Lorsque je me suis envolée au Mexique pour mon semestre d’échange, je me suis rendu compte que pour beaucoup de mes compagnons du Master, le voyage seul était quelque chose de très naturel, évident même. La majorité avait déjà effectué un, voire deux semestres à l’étranger, à tel point qu’il s’agissait presque d’une routine pour eux. Mon expérience à moi fût bien différente car bien que j’ai l’amour du voyage, être seule dans un pays de l’autre côté de l’Atlantique était quelque chose de complètement inédit.
Je me souviens être partie poussée par ce sentiment d’insatisfaction chronique dont je vous ai parlé un peu plus haut, avec cette idée de « pas assez » et de devoir « faire plus ». Cependant, bien que je ressentais cet élan en moi, j’avais peur. Peur de ne pas savoir me repérer, peur de ne pas savoir où aller et à qui m’adresser, peur du danger, peur de l’inconnu. C’est après, avec le temps, après être partie et surtout après avoir pris la décision de m’installer au Mexique à l’issue de mes études, que j’ai pris conscience que le but ultime n’est pas d’avoir peur de rien. Au contraire, le but c’est d’avoir peur et d’aller au-delà de cette peur, de franchir le cap. C’est cela qui donne un immense sentiment de satisfaction et surtout d’accomplissement.

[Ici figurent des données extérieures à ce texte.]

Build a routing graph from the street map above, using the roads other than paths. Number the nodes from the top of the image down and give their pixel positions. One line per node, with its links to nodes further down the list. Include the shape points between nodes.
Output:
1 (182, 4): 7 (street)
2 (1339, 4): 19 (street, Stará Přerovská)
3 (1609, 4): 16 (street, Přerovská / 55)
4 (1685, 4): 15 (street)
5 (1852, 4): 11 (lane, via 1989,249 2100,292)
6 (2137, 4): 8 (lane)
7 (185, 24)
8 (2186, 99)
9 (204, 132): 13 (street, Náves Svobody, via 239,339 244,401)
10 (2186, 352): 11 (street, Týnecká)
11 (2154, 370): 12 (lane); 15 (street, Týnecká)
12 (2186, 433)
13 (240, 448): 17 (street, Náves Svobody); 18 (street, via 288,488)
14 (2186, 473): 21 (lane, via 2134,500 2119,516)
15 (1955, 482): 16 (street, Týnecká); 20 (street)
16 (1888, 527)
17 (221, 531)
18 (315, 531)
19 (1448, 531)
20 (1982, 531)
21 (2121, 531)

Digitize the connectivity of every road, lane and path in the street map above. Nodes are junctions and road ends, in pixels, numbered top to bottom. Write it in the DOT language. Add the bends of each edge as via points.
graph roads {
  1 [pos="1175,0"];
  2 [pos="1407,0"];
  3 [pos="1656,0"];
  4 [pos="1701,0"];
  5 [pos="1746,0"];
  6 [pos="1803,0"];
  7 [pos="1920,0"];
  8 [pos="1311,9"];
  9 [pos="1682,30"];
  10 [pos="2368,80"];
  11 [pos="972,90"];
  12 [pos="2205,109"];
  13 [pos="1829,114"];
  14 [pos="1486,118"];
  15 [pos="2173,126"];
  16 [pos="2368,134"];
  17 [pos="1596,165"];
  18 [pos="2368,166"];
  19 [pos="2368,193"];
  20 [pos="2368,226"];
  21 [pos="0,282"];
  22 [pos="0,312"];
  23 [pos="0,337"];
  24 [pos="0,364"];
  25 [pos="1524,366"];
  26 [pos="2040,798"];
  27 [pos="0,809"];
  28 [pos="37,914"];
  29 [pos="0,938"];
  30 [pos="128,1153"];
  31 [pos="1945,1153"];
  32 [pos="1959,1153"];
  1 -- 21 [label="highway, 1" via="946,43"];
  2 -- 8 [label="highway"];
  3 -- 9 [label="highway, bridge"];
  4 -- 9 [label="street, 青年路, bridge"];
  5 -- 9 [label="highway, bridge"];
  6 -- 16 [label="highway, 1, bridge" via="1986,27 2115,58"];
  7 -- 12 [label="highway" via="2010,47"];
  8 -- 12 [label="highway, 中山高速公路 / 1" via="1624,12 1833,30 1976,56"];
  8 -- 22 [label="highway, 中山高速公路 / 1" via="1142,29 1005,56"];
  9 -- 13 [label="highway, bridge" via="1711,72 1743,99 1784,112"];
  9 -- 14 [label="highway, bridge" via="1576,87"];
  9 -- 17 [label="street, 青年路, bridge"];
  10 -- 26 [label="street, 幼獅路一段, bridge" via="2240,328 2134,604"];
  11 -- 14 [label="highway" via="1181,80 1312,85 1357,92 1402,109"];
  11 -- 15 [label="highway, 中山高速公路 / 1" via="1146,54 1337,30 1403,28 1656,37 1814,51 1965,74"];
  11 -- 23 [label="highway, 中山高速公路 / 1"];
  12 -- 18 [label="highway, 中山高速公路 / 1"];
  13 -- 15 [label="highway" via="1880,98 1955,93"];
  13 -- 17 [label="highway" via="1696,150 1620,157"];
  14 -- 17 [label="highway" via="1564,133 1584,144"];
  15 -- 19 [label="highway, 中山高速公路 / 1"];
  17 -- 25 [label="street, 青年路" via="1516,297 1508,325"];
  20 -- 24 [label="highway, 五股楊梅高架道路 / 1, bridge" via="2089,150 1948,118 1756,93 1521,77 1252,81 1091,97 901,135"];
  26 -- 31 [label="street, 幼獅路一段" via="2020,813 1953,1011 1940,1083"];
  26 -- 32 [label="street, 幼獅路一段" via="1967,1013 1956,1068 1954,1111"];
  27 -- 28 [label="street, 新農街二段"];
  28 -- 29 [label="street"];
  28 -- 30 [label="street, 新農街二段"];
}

2 – Je suis désormais trilingue
Quand je suis partie, soyons honnête, mon niveau d’anglais était très faible. Et j’avais clairement oublié tout mon espagnol. A l’aube de mes 26 ans, je traînais ça comme une honte. C’est lorsque j’étais partie en Indonésie pour rendre visite à ma famille (j’avais alors 16 ans) que j’avais pris conscience de l’ampleur du problème. Lors de ma correspondance à Amsterdam je n’avais que très peu de temps et je m’étais emmêlée les pinceaux avec le stress. Je ne savais pas où aller et lorsque j’avais voulu demander de l’aide à un agent dans l’aéroport cela avait été la panique. J’étais incapable d’aligner deux mots en anglais et bien-sûr la personne ne parlait pas français. Au final, tout s’était résolu quand j’avais montré mon billet d’avion mais c’était comme si j’avais reçu une claque. Après, pendant mon séjour, je m’étais aperçue qu’il m’était impossible de communiquer avec la communauté internationale de Jakarta.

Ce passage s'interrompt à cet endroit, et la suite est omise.